A few weeks ago I was walking down the sidewalk towards the light rail.  I tend to smile at people if we make eye contact and as I passed a lady she returned my smile with a big smile of her own.  I almost stopped on the sidewalk in shock.  I'm so used to smiling at people and getting nothing, NOTHING in return.  People either don't want to smile back and thereby invite a complete stranger to talk with them or they just aren't happy and so they don't smile.

I've been in the "just not happy" place in life.  I've done my fair share of whining and yet that simple statement by my 8 year old godson has had me thinking...less miserable.

I believe there are people who live life to be miserable.  I KNOW people who are determined to be miserable.  Something happens that annoys them the slightest bit and the drama begins.  Huge, sweeping, dramatic statements are made.  Everyone is out to get them.  Nothing goes their way EVER.  They move from one place of unhappiness to another, destined determined to be miserable.  They are also determined to make everyone around them miserable as well...or at least determined to see the world in a negative manner.
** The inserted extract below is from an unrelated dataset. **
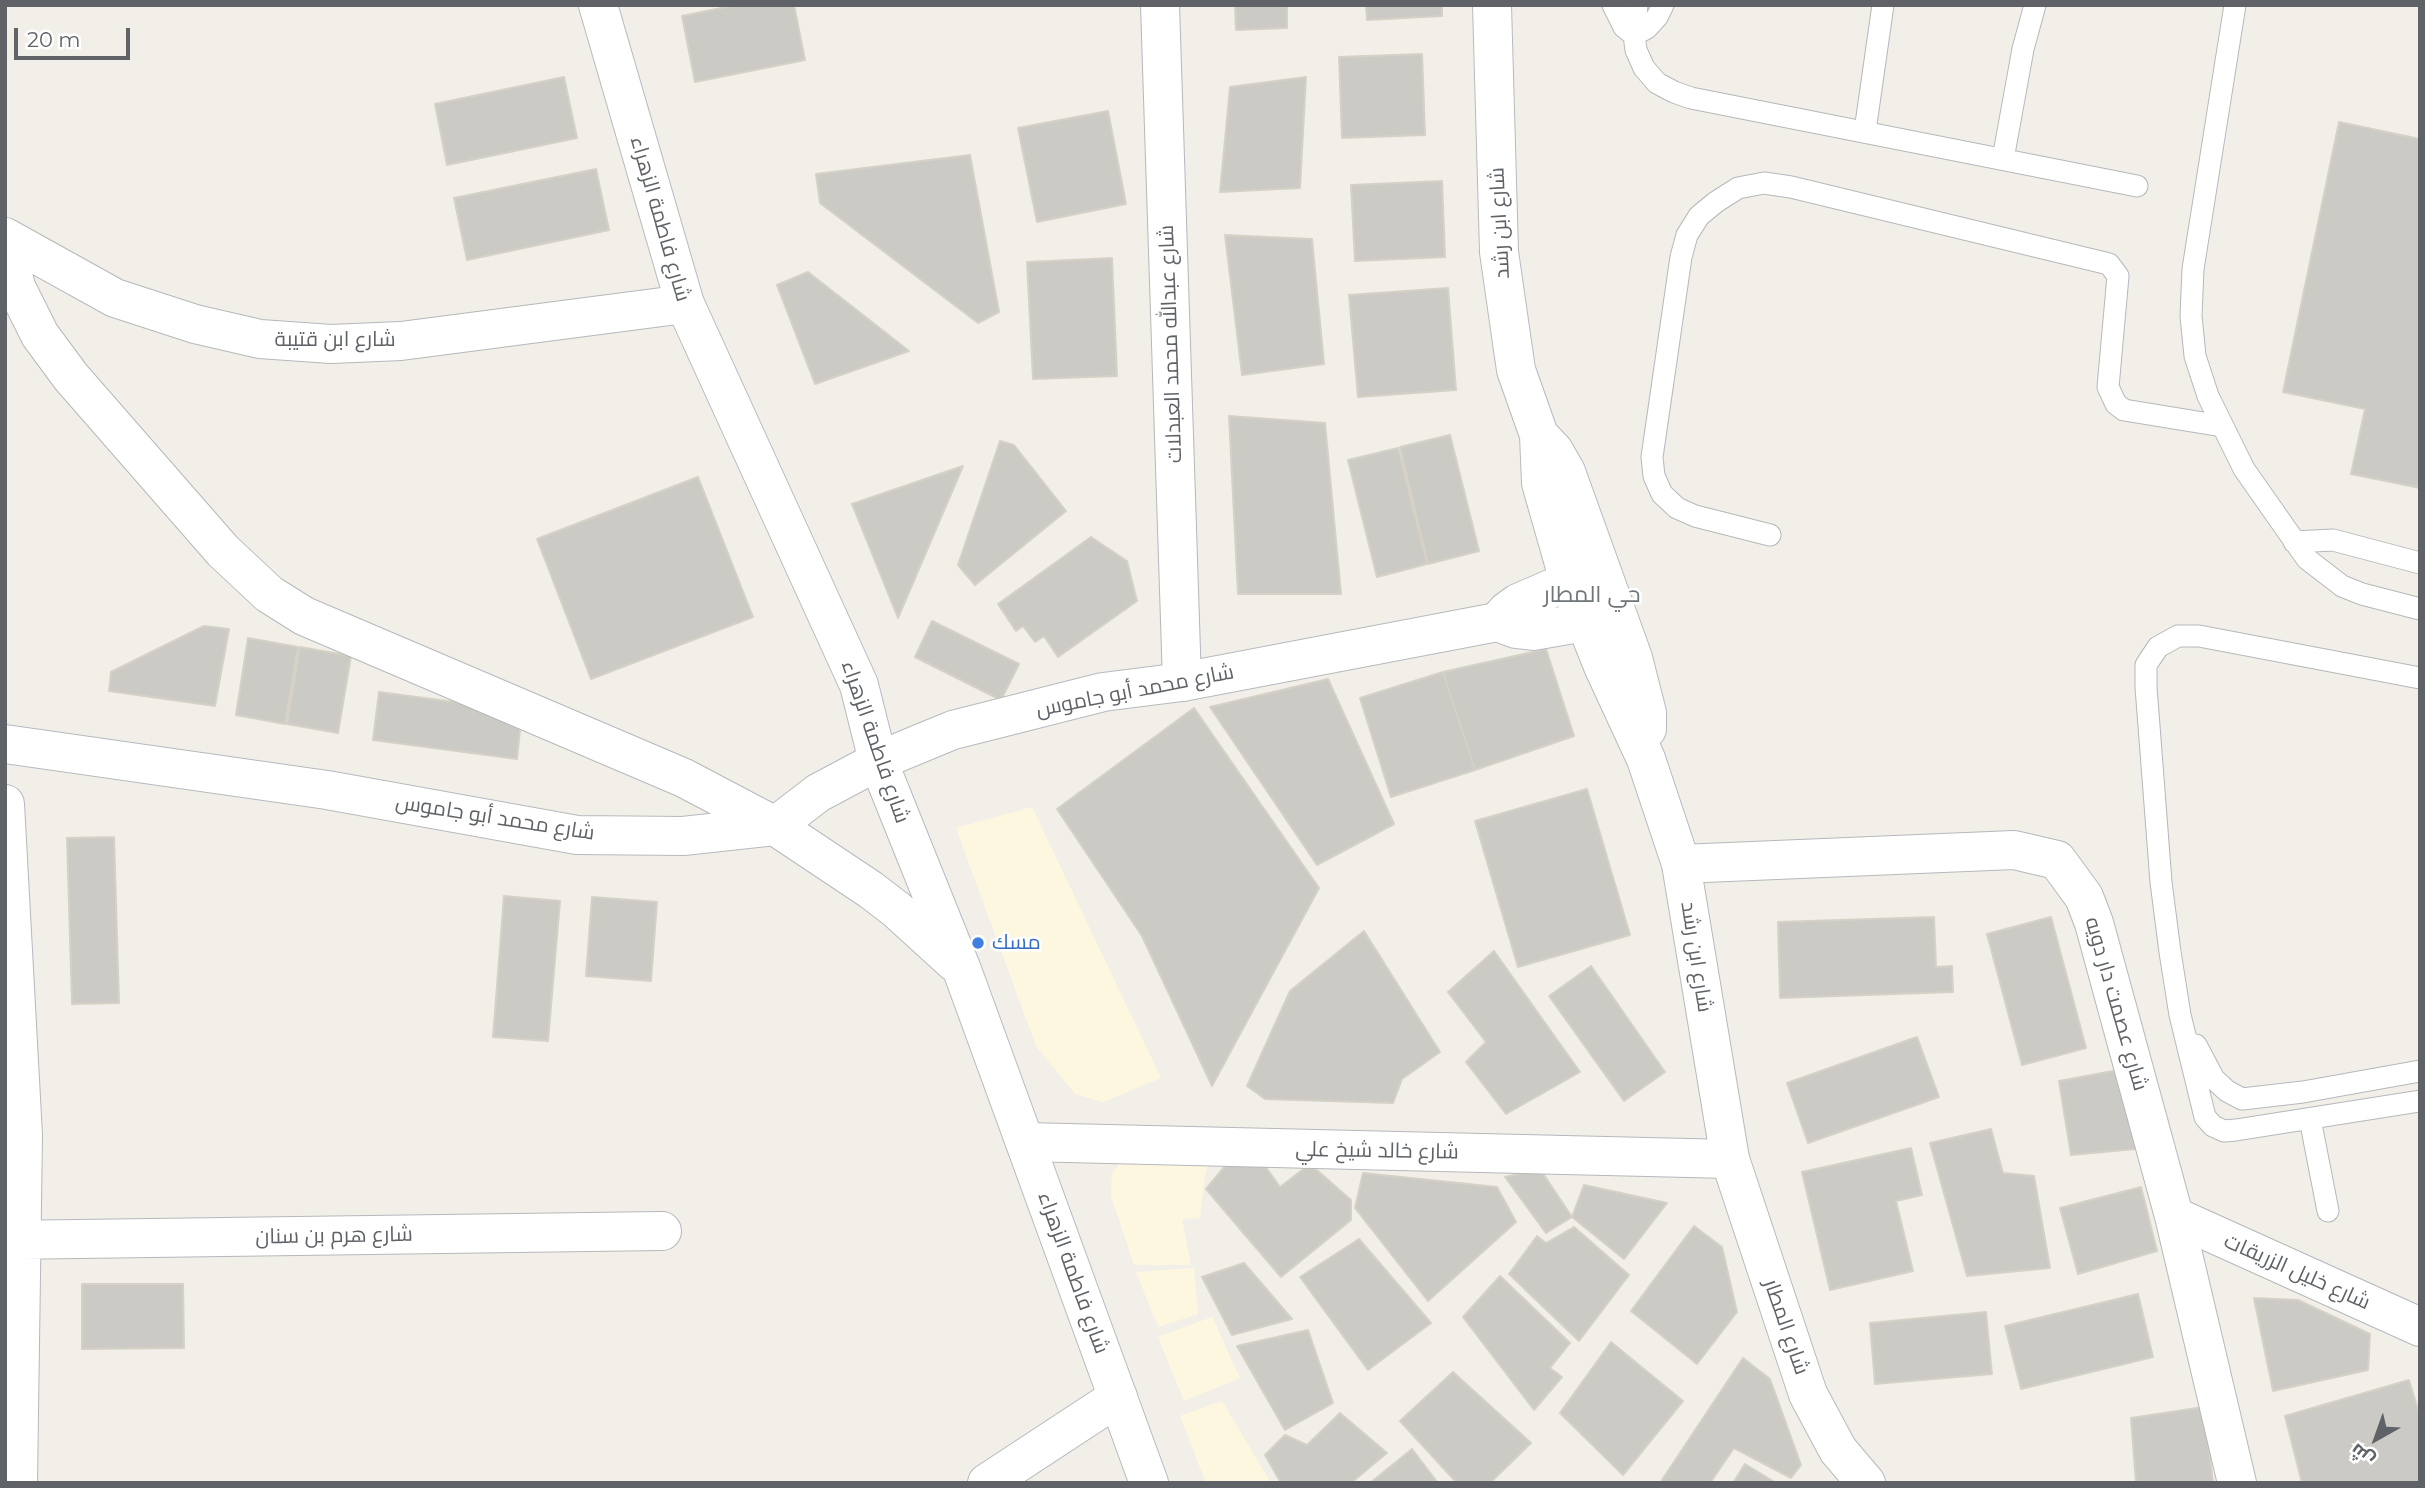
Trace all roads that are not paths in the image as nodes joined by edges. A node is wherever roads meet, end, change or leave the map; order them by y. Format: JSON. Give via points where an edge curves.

I can't live that way.  There are big, awful things happening in the world.  There are awful things happening all over the world that we simply don't hear about.  Not just awful, horrific, unspeakable acts occur all the time that we in US never, ever hear about.  In light of that, the fact that I'm not 100% happy right now doesn't mean much.  I look at my life and I see a lot to be less miserable about.  A roof over my head, a family that loves me, a God who offers grace and compassion all the time, friends who make me laugh, a job that doesn't stink, a car that works most of the time now, some money less money in the bank because of said car.  Not perfect but definitely not miserable.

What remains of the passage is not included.